A partir da leitura do parágrafo primeiro do referido artigo 13, para fins de caracterização do ilícito, presume-se que:
I – a pessoa que negociou valores mobiliários dispondo de informação relevante ainda não divulgada fez uso de tal informação na referida negociação;
II – acionistas controladores, diretos ou indiretos, diretores, membros do conselho de administração e do conselho fiscal, e a própria companhia, em relação aos negócios com valores mobiliários de própria emissão, têm acesso a toda informação relevante ainda não divulgada;
III – as pessoas listadas no inciso II, bem como aqueles que tenham relação comercial, profissional ou de confiança com a companhia, ao terem tido acesso a informação relevante ainda não divulgada sabem que se trata de informação privilegiada;
IV – o administrador que se afasta da companhia dispondo de informação relevante e ainda não divulgada se vale de tal informação caso negocie valores mobiliários emitidos pela companhia no período de 3 (três) meses contados do seu desligamento;
V – são relevantes, a partir do momento em que iniciados estudos ou análises relativos à matéria, as informações acerca de operações de incorporação, cisão total ou parcial, fusão, transformação, ou qualquer forma de reorganização societária ou combinação de negócios, mudança no controle da companhia, inclusive por meio de celebração, alteração ou rescisão de acordo de acionistas, decisão de promover o cancelamento de registro da companhia aberta ou mudança do ambiente ou segmento de negociação das ações de sua emissão; e
VI – são relevantes as informações acerca de pedido de recuperação judicial ou extrajudicial e de falência efetuados pela própria companhia, a partir do momento em que iniciados estudos ou análises relativos a tal pedido.

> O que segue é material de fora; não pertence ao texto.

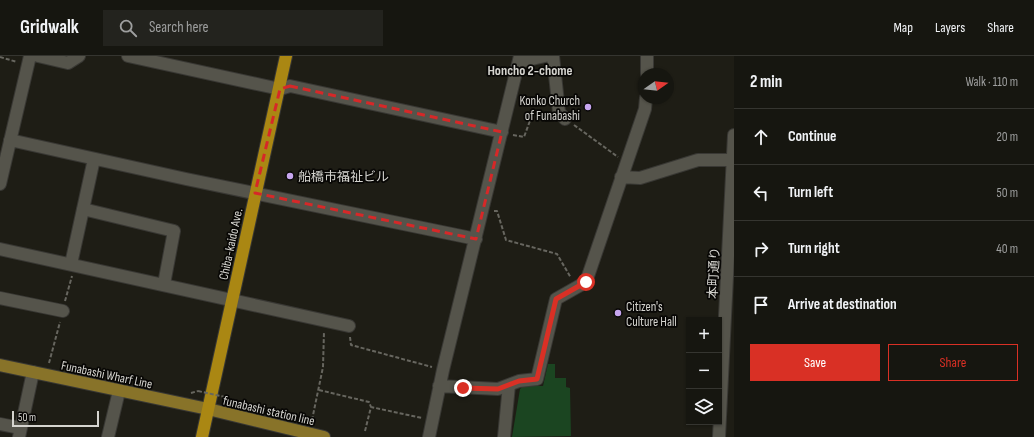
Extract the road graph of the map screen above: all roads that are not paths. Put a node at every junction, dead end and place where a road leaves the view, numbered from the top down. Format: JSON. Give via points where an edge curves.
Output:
{"nodes":[{"id":1,"x":30,"y":56,"type":"edge"},
{"id":2,"x":38,"y":56,"type":"edge"},
{"id":3,"x":79,"y":56,"type":"edge"},
{"id":4,"x":128,"y":56,"type":"edge"},
{"id":5,"x":286,"y":56,"type":"edge"},
{"id":6,"x":544,"y":56,"type":"edge"},
{"id":7,"x":553,"y":56,"type":"edge"},
{"id":8,"x":647,"y":56,"type":"edge"},
{"id":9,"x":519,"y":59,"type":"edge"},
{"id":10,"x":647,"y":68,"type":"edge"},
{"id":11,"x":280,"y":89,"type":"junction"},
{"id":12,"x":645,"y":104,"type":"edge"},
{"id":13,"x":562,"y":116,"type":"road end"},
{"id":14,"x":502,"y":132,"type":"junction"},
{"id":15,"x":734,"y":135,"type":"edge"},
{"id":16,"x":10,"y":140,"type":"junction"},
{"id":17,"x":94,"y":159,"type":"junction"},
{"id":18,"x":733,"y":160,"type":"junction"},
{"id":19,"x":621,"y":177,"type":"junction"},
{"id":20,"x":0,"y":184,"type":"edge"},
{"id":21,"x":255,"y":193,"type":"junction"},
{"id":22,"x":83,"y":209,"type":"junction"},
{"id":23,"x":476,"y":239,"type":"junction"},
{"id":24,"x":0,"y":249,"type":"edge"},
{"id":25,"x":731,"y":254,"type":"edge"},
{"id":26,"x":71,"y":264,"type":"junction"},
{"id":27,"x":164,"y":284,"type":"junction"},
{"id":28,"x":0,"y":298,"type":"edge"},
{"id":29,"x":233,"y":299,"type":"junction"},
{"id":30,"x":63,"y":311,"type":"dead end"},
{"id":31,"x":349,"y":326,"type":"road end"},
{"id":32,"x":0,"y":365,"type":"edge"},
{"id":33,"x":33,"y":372,"type":"junction"},
{"id":34,"x":510,"y":385,"type":"junction"},
{"id":35,"x":439,"y":386,"type":"junction"},
{"id":36,"x":119,"y":391,"type":"junction"},
{"id":37,"x":208,"y":409,"type":"junction"},
{"id":38,"x":0,"y":424,"type":"edge"},
{"id":39,"x":20,"y":433,"type":"edge"},
{"id":40,"x":108,"y":437,"type":"edge"},
{"id":41,"x":202,"y":437,"type":"edge"},
{"id":42,"x":324,"y":437,"type":"edge"},
{"id":43,"x":429,"y":437,"type":"edge"},
{"id":44,"x":504,"y":437,"type":"edge"},
{"id":45,"x":719,"y":437,"type":"edge"}],
"edges":[{"from":1,"to":16,"type":"street"},
{"from":2,"to":3,"type":"street","via":[[68,63]]},
{"from":4,"to":11,"type":"street"},
{"from":5,"to":11,"type":"highway","name":"Chiba-kaido Ave."},
{"from":6,"to":9,"type":"street"},
{"from":7,"to":13,"type":"street"},
{"from":8,"to":10,"type":"street"},
{"from":9,"to":14,"type":"street"},
{"from":11,"to":14,"type":"street","via":[[290,86]]},
{"from":11,"to":21,"type":"highway","name":"Chiba-kaido Ave."},
{"from":12,"to":19,"type":"street"},
{"from":14,"to":23,"type":"street"},
{"from":15,"to":18,"type":"street","name":"本町通り"},
{"from":16,"to":17,"type":"street"},
{"from":16,"to":20,"type":"street"},
{"from":17,"to":21,"type":"street"},
{"from":17,"to":22,"type":"street"},
{"from":18,"to":19,"type":"street","via":[[698,160],[640,178]]},
{"from":18,"to":25,"type":"street","name":"本町通り"},
{"from":19,"to":34,"type":"street","via":[[586,282],[556,299],[537,379]]},
{"from":21,"to":23,"type":"street"},
{"from":21,"to":29,"type":"highway","name":"Chiba-kaido Ave."},
{"from":22,"to":26,"type":"street"},
{"from":22,"to":27,"type":"street","via":[[174,231]]},
{"from":23,"to":35,"type":"street"},
{"from":24,"to":26,"type":"street"},
{"from":25,"to":45,"type":"street","name":"本町通り"},
{"from":26,"to":27,"type":"street"},
{"from":27,"to":29,"type":"street"},
{"from":28,"to":30,"type":"street"},
{"from":29,"to":31,"type":"street"},
{"from":29,"to":37,"type":"highway","name":"Chiba-kaido Ave."},
{"from":32,"to":33,"type":"main road","name":"Funabashi Wharf Line"},
{"from":33,"to":36,"type":"main road","name":"Funabashi Wharf Line"},
{"from":33,"to":39,"type":"street"},
{"from":34,"to":35,"type":"street","via":[[498,389]]},
{"from":34,"to":44,"type":"street"},
{"from":35,"to":43,"type":"street"},
{"from":36,"to":37,"type":"main road","name":"Funabashi Wharf Line"},
{"from":36,"to":40,"type":"street"},
{"from":37,"to":41,"type":"highway","name":"Chiba-kaido Ave."},
{"from":37,"to":42,"type":"main road","name":"funabashi station line"},
{"from":38,"to":39,"type":"street"}]}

O parágrafo terceiro, ao longo de dois incisos, faz duas ressalvas quanto à aplicação da presunção, excluindo dela os seguintes casos: (I) aos casos de aquisição, por meio de negociação privada, de ações que se encontrem em tesouraria, decorrente do exercício de opção de compra de acordo com plano de outorga de opção de compra de ações aprovado em assembleia geral, ou quando se tratar de outorga de ações a administradores, empregados ou prestadores de serviços como parte de remuneração previamente aprovada em assembleia geral; e (II) às negociações envolvendo valores mobiliários de renda fixa, quando realizadas mediante operações com compromissos conjugados de recompra pelo vendedor e de revenda pelo comprador, para liquidação em data preestabelecida, anterior ou igual à do vencimento dos títulos objeto da operação, realizadas com rentabilidade ou parâmetros de remuneração predefinidos.
Política de divulgação
Outra alteração relevante foi a especificação do tipo de companhias que estaria sujeito à obrigatoriedade da Política de Divulgação, especificada no art. 17. Segundo o dispositivo, a companhia aberta deve, por deliberação do conselho de administração, adotar essa política em relação a ato ou fato relevante, já caracterizados no início desse artigo. No entanto, a grande inovação da resolução foi tornar essa adoção obrigatória apenas para as companhias que estejam registradas na categoria A. Cumulada a essa característica, também são exigidos pela norma a autorização por entidade administradora de mercado para negociar valores mobiliários em bolsa e, além disso, que a companhia possua ações em circulação. Nesse último ponto, a exceção são aquelas de titularidade do controlador, das pessoas a ele vinculadas, dos administradores da companhia e daquelas mantidas em tesouraria.
Base da resolução
As mudanças realizadas pela Comissão de Valores Mobiliários foram efetuadas com base nos resultados coletados pela Audiência Pública 06/20, conforme ressaltou a própria autarquia, demonstrando a importância da participação dos interessados na operacionalização do mercado em assuntos desta ordem.